• What is being asked
Your answer should be a single number: the count of lines in the records below containing the word "shadow".

• Data records

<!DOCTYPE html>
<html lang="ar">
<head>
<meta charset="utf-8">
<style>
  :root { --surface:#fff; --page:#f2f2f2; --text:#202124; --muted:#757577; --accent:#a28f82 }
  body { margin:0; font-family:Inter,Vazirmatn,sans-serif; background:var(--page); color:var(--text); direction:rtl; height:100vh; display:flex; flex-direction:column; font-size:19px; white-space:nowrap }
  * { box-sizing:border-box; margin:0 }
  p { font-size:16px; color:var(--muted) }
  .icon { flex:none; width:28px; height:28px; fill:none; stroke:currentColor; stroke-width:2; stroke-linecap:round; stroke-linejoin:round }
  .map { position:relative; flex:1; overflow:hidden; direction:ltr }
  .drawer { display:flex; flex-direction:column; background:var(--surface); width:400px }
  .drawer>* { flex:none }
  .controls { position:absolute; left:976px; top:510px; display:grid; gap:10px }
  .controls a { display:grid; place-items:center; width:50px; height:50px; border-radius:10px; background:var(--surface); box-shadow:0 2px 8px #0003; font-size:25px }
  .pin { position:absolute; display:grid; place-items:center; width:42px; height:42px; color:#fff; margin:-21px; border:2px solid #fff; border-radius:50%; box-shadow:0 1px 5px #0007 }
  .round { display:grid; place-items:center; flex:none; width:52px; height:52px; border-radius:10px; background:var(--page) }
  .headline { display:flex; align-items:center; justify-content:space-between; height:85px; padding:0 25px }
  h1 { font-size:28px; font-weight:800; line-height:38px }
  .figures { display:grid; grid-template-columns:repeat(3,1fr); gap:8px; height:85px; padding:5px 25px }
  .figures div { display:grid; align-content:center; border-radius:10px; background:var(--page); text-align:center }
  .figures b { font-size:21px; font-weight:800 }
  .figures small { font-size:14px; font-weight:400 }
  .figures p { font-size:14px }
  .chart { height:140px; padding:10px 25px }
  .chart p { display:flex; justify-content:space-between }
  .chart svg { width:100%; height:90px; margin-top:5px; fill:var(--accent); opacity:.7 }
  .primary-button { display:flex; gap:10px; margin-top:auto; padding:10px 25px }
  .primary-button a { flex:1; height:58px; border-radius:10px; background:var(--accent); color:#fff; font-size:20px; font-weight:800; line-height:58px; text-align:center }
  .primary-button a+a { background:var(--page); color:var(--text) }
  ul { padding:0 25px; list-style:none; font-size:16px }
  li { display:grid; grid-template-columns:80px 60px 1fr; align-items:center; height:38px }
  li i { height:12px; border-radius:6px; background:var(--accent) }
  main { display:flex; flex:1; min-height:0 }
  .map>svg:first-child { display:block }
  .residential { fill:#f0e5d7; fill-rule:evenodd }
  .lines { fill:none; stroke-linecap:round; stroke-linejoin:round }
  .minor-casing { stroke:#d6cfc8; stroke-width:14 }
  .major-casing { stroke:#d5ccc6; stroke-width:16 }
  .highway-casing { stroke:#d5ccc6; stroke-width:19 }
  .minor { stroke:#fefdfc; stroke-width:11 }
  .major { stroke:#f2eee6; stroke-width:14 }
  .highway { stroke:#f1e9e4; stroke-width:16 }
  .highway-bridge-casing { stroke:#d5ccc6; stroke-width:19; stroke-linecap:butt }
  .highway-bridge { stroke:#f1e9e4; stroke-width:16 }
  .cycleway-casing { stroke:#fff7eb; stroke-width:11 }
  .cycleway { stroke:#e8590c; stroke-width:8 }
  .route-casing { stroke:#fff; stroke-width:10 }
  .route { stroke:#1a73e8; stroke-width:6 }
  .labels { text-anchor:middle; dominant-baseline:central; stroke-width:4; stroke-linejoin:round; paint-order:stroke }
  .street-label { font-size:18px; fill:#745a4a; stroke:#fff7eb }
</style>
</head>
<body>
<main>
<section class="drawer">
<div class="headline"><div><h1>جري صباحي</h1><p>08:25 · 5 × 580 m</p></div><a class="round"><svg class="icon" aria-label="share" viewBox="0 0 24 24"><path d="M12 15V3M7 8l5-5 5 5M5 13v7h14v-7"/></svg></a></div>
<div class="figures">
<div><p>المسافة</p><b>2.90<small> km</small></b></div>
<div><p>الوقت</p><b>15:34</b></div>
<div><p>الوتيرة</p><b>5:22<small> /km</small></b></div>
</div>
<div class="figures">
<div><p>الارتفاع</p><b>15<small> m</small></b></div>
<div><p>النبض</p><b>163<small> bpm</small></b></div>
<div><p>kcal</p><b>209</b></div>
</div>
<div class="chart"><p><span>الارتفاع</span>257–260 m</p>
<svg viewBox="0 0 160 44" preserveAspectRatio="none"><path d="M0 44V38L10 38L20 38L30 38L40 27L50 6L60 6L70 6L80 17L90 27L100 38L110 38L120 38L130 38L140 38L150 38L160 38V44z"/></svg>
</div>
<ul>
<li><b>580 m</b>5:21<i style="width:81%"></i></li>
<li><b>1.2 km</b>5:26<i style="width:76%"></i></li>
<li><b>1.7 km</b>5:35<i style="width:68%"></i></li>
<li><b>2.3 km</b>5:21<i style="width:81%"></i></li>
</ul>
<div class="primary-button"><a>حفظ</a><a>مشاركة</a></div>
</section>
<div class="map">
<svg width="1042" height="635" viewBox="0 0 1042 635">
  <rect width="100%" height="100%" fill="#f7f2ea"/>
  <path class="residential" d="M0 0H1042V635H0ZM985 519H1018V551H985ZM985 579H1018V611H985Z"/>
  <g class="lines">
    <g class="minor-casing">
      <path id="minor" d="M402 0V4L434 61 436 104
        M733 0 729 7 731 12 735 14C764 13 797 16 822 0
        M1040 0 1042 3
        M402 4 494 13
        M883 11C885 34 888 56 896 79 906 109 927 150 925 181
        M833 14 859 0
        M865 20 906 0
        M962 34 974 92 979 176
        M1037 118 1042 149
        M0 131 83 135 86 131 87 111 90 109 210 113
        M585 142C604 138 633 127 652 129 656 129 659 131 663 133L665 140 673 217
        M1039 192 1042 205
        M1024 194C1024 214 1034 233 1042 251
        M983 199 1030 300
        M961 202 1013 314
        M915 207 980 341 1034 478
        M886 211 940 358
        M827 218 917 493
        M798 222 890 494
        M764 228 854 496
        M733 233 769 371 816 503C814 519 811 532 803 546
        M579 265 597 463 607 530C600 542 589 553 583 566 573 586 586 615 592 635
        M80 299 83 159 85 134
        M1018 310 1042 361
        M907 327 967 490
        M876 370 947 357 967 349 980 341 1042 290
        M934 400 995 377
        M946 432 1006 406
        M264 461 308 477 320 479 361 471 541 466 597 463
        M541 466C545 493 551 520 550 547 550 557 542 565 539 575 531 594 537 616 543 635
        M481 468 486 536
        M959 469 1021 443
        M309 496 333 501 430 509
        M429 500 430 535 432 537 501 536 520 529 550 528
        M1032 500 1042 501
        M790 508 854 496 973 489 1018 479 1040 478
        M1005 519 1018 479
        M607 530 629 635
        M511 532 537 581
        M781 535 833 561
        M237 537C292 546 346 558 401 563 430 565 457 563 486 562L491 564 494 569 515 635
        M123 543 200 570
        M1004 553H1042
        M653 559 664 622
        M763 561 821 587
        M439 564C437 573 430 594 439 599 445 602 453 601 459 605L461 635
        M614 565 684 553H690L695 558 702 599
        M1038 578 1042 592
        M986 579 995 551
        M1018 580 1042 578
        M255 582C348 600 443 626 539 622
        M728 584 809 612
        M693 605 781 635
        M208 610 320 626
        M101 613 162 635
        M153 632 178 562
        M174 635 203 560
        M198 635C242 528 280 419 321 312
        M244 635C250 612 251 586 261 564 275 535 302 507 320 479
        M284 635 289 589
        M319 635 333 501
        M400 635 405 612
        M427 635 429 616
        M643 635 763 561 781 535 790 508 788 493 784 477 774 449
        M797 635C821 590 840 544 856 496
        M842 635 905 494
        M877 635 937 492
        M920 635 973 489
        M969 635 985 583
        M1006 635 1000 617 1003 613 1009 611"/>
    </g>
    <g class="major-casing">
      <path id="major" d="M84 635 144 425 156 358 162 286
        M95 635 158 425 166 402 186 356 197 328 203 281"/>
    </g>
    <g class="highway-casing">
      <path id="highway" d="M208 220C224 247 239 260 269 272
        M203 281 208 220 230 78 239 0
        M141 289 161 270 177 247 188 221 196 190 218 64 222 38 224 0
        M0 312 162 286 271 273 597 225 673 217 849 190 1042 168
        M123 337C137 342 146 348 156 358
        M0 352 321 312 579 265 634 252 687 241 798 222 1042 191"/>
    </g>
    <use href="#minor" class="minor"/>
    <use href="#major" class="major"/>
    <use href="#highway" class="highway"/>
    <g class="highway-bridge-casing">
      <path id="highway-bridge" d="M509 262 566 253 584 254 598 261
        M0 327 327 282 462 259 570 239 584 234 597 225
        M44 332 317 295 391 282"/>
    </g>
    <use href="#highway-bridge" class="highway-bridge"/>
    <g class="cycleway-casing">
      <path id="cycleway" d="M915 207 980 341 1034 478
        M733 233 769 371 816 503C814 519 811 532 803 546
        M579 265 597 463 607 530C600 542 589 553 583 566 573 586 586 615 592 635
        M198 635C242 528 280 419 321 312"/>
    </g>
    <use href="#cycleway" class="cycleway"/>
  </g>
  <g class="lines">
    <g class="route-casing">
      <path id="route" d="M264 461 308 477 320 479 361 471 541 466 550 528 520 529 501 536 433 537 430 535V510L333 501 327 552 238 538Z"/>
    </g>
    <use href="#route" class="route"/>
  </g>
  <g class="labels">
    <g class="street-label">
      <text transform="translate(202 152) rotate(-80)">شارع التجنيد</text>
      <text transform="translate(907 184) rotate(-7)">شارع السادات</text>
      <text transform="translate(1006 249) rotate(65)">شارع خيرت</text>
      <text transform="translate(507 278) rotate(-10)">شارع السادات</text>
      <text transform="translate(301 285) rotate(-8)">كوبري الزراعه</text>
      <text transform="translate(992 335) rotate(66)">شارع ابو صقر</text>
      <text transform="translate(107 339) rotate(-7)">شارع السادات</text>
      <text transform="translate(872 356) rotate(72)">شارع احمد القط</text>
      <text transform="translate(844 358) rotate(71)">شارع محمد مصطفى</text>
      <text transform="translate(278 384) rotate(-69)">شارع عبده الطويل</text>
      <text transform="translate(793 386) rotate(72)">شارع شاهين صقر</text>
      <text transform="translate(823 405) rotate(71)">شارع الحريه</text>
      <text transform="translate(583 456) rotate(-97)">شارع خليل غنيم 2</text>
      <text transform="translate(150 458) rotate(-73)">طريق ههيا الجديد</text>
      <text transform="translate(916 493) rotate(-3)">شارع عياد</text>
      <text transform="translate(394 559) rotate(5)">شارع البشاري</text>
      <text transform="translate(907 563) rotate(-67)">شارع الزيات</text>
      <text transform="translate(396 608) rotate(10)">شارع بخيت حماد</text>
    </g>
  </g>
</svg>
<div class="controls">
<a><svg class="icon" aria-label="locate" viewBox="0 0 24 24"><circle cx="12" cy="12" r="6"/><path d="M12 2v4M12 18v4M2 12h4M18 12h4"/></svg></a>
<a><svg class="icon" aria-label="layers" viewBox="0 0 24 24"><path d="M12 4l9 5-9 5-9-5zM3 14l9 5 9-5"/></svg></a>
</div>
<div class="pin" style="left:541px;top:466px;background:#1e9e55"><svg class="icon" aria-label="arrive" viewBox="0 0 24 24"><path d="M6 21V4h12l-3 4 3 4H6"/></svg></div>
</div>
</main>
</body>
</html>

• Written answer
2